→ Source material:
────────────────
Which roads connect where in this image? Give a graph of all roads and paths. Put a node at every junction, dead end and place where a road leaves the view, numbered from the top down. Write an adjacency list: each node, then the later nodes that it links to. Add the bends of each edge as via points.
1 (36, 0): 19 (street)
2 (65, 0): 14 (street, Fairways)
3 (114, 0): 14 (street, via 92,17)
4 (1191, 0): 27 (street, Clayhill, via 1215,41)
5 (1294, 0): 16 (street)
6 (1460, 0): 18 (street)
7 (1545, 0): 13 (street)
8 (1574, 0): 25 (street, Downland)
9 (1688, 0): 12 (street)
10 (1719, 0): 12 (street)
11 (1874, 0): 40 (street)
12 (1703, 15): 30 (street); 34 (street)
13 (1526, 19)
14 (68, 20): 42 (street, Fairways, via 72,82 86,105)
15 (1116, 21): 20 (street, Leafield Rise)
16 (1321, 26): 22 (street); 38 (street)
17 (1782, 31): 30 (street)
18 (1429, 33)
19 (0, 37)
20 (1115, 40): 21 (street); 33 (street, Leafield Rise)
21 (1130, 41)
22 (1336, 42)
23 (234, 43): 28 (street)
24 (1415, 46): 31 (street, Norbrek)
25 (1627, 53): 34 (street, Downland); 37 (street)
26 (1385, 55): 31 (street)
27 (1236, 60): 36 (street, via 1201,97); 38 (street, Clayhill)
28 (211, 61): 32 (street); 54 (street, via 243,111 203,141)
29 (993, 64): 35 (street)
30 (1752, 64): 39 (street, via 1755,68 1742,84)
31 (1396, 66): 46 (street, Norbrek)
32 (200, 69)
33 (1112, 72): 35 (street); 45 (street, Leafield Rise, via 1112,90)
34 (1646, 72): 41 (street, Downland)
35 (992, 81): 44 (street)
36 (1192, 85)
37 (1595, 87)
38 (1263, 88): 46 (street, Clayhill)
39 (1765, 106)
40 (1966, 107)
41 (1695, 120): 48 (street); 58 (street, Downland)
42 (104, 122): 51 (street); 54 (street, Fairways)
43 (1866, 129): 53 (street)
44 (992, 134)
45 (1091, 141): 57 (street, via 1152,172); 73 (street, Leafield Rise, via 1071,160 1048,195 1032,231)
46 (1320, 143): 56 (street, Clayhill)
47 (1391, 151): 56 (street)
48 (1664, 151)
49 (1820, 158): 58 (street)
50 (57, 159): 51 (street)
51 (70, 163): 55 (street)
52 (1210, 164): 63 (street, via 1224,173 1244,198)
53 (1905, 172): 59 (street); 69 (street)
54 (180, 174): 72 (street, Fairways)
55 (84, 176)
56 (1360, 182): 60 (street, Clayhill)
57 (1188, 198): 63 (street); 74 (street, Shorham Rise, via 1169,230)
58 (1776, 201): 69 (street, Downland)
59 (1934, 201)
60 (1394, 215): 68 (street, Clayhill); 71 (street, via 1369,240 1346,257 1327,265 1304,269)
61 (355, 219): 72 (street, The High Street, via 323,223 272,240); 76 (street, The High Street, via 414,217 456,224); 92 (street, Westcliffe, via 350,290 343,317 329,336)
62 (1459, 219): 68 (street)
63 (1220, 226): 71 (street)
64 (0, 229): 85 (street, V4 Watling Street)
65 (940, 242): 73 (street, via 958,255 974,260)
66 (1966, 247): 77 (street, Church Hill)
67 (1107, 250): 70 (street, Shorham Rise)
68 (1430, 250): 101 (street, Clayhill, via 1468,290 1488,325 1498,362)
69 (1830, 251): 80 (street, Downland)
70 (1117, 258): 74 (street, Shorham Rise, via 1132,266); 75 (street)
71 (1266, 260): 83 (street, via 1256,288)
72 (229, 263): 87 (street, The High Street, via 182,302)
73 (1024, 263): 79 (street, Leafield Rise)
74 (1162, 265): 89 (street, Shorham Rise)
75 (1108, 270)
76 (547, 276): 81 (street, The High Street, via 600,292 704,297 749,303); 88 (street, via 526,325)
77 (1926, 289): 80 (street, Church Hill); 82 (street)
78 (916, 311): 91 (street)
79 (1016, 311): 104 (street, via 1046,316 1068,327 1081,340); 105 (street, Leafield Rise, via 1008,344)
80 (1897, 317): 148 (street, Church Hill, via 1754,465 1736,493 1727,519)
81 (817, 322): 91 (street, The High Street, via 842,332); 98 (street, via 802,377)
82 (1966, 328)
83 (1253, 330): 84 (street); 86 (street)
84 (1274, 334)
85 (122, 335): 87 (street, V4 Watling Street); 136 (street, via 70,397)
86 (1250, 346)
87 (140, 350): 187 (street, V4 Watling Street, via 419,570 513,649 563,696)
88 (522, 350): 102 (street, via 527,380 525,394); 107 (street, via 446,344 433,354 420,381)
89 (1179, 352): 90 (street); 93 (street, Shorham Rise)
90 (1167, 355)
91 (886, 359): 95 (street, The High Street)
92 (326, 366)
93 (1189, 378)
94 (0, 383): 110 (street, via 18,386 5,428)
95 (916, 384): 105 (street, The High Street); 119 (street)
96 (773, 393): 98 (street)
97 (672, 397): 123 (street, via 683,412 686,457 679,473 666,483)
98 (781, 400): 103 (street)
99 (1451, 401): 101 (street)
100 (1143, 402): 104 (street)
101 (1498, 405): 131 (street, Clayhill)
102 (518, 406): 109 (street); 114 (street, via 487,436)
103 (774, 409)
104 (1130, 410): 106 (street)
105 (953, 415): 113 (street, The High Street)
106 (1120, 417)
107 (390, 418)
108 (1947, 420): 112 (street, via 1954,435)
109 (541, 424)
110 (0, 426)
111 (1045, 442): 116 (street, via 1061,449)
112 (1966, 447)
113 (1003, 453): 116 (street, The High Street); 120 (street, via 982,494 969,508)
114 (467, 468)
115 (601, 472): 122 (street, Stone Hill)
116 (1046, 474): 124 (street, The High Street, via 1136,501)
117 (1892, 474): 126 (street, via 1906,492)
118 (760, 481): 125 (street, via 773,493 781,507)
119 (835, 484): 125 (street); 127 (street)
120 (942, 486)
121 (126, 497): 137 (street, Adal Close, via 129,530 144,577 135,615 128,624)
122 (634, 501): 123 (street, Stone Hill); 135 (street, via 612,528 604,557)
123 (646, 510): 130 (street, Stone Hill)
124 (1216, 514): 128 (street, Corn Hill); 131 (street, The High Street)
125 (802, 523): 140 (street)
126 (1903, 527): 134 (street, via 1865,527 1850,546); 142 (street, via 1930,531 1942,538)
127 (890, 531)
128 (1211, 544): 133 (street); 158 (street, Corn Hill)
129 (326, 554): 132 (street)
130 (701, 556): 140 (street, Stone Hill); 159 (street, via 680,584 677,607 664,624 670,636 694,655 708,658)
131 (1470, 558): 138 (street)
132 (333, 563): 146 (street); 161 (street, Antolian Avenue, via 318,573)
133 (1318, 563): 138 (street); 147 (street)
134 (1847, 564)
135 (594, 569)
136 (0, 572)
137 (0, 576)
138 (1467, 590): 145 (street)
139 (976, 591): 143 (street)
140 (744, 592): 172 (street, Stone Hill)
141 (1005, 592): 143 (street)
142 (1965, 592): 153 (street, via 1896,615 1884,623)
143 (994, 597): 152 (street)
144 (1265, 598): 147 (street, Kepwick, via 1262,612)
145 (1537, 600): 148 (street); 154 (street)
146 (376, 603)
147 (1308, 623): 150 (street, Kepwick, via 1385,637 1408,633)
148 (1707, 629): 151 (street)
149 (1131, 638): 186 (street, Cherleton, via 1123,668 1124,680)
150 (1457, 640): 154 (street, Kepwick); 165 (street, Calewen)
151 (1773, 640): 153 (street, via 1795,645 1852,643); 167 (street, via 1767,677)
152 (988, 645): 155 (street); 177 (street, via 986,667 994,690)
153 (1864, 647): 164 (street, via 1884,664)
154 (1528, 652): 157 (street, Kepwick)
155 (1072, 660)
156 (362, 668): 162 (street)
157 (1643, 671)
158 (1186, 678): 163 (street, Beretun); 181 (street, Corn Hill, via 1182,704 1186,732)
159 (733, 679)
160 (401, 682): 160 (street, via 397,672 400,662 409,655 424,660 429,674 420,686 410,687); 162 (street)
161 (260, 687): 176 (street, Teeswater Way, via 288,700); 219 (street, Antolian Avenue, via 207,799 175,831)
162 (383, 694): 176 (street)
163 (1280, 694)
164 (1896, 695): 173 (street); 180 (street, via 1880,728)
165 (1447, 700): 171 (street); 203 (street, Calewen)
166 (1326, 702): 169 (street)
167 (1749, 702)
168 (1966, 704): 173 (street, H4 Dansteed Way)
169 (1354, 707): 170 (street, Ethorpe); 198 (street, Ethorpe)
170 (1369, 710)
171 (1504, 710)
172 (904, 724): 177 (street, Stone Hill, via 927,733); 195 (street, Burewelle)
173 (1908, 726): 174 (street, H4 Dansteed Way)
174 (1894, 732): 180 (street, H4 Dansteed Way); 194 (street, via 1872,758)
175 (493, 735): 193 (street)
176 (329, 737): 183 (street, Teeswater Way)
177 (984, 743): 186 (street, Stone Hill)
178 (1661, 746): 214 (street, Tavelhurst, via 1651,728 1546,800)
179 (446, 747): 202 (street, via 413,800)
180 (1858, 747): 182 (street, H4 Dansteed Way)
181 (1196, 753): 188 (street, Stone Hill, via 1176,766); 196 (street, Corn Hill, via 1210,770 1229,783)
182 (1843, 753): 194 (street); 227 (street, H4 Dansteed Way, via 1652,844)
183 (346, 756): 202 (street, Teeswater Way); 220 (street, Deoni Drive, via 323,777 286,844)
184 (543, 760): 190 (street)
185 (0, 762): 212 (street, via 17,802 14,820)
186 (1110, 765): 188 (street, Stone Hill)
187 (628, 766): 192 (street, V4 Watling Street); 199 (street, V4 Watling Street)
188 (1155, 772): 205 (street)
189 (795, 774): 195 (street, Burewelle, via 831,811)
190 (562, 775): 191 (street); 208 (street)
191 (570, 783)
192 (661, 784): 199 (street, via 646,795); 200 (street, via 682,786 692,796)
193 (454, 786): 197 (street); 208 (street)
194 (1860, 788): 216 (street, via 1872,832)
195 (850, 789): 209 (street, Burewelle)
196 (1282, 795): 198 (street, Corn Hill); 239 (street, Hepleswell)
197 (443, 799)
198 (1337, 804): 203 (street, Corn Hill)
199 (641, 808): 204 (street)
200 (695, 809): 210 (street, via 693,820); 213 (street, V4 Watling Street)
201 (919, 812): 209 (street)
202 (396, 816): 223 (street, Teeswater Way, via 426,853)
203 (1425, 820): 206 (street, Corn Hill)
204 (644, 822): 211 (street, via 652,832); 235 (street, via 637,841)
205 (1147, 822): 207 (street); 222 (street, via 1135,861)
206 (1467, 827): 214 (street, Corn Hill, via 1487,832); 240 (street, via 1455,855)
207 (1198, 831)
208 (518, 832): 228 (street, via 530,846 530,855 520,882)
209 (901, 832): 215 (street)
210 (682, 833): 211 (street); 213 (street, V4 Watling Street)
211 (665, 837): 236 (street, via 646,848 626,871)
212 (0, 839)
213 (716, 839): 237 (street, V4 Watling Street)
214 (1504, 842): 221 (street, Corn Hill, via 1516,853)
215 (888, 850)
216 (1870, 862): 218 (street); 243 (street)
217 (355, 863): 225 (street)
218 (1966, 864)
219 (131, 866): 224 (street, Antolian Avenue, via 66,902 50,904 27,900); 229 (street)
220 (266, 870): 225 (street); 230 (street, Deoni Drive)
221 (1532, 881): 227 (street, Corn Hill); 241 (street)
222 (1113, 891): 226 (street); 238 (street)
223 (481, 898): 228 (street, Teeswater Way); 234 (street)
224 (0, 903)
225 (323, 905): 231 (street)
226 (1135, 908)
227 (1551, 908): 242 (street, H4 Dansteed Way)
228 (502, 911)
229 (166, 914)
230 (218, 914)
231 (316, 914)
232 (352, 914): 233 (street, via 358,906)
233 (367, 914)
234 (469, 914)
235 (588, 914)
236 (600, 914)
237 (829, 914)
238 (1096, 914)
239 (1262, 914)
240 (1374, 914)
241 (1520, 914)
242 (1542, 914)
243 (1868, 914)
────────────────
→ Problem to solve: Select the lines from the entries that include the word "Downland".

→ Expected answer:
8 (1574, 0): 25 (street, Downland)
25 (1627, 53): 34 (street, Downland); 37 (street)
34 (1646, 72): 41 (street, Downland)
41 (1695, 120): 48 (street); 58 (street, Downland)
58 (1776, 201): 69 (street, Downland)
69 (1830, 251): 80 (street, Downland)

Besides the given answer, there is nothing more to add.